Inspiré par la lecture des grands poètes anglais comme Shakespeare et Milton, le thème du rêve et du cauchemar est constant dans la production de Johann Heinrich Füssli (Zurich 1741- Londres 1825) ; pour la première fois, avec lui, les régions du subconscient sont explorées et fouillées de façon analytique. Les esprits et les fantômes de la nuit deviennent des présences concrètes et effrayantes. Dans la célèbre toile Le Cauchemar, le rêve de la jeune fille est troublé par deux inquiétantes apparitions : un impressionnant museau de cheval avec des yeux blancs écarquillés et un petit monstre, à mi-chemin entre un diable et un singe. Le rigoureux contrôle intellectuel que Füssli exerce sur ses œuvres est typiquement inspiré du siècle des Lumières : en effet le côté inquiétant de la toile est équilibré par la pose de la jeune fille, inspirée des sculptures romaines que l’artiste avait observé pédant son séjour italien.

Le cauchemar, 1790-1791, Johann Heinrich Füssli
Le cauchemar, 1790-1791, Johann Heinrich Füssli (Francfort, Goethemuseum)

Depuis la fin du XVIIIe siècle déjà, la transition intellectuelle et sociale du siècle des Lumières vers le néoclassicisme – caractérisée par la recherche de formes pures et idéales, d’une simplicité parfaite – cohabite avec l’irruption d’éléments émotifs et irrationnels qui marque l’émergence d’une nouvelle sensibilité préromantique.

Lady Macbeth, 1784, Johann Heinrich Füssli
Lady Macbeth, 1784, Johann Heinrich Füssli (Paris, musée du Louvre)
Le Réveil de Titania, 1793-1794, Johann Heinrich Füssli
Réveil de Titania, 1793-1794, Johann Heinrich Füssli (Zurich, Kunsthaus)

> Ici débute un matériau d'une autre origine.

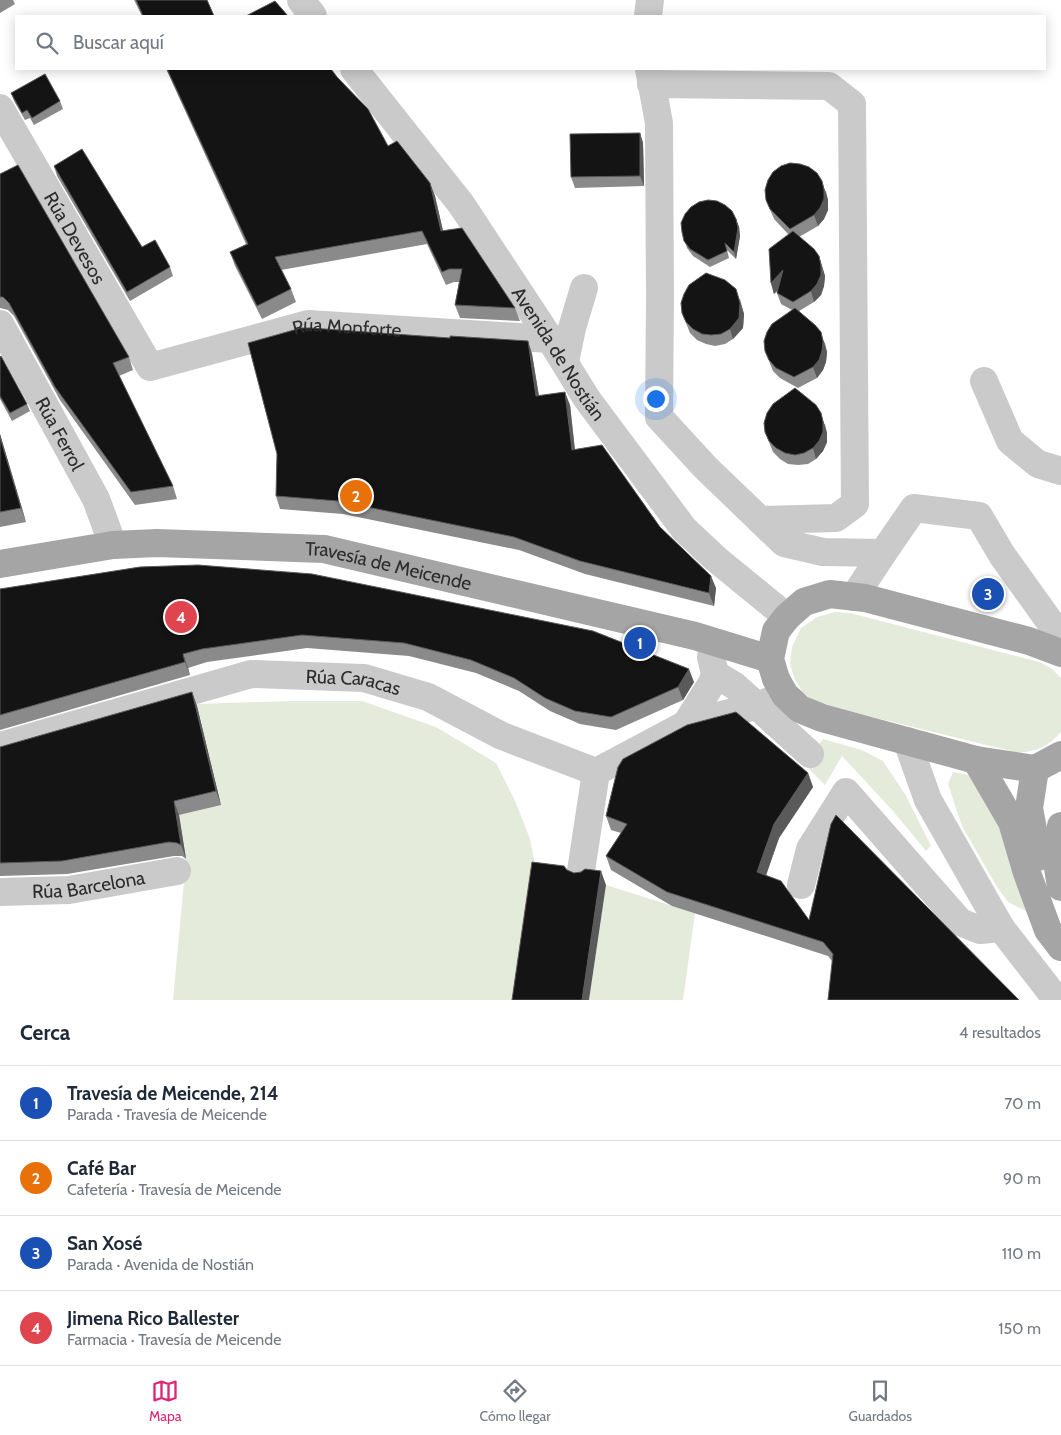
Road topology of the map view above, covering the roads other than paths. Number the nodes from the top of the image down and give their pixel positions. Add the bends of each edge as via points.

Lecteur attentif de Shakespeare, Füssli illustre avec une grande finesse la « fête des fées », un passage enchanteur et enchanté du « Songe d’une nuit d’été ». Les protagonistes sont Oberon et Titanie, roi et reine des fées, et le lutin Puck. Entre malentendus et contretemps, une nuit se réunissent tous dans un bois.  À gauche, deux fées habillées d’époque, jouent le rôle de dames de la cour, tandis que Titanie caresse la tête d’âne de Botton. Le groupe apparaît entouré de fées  et d’elfes qui jouent et dansent.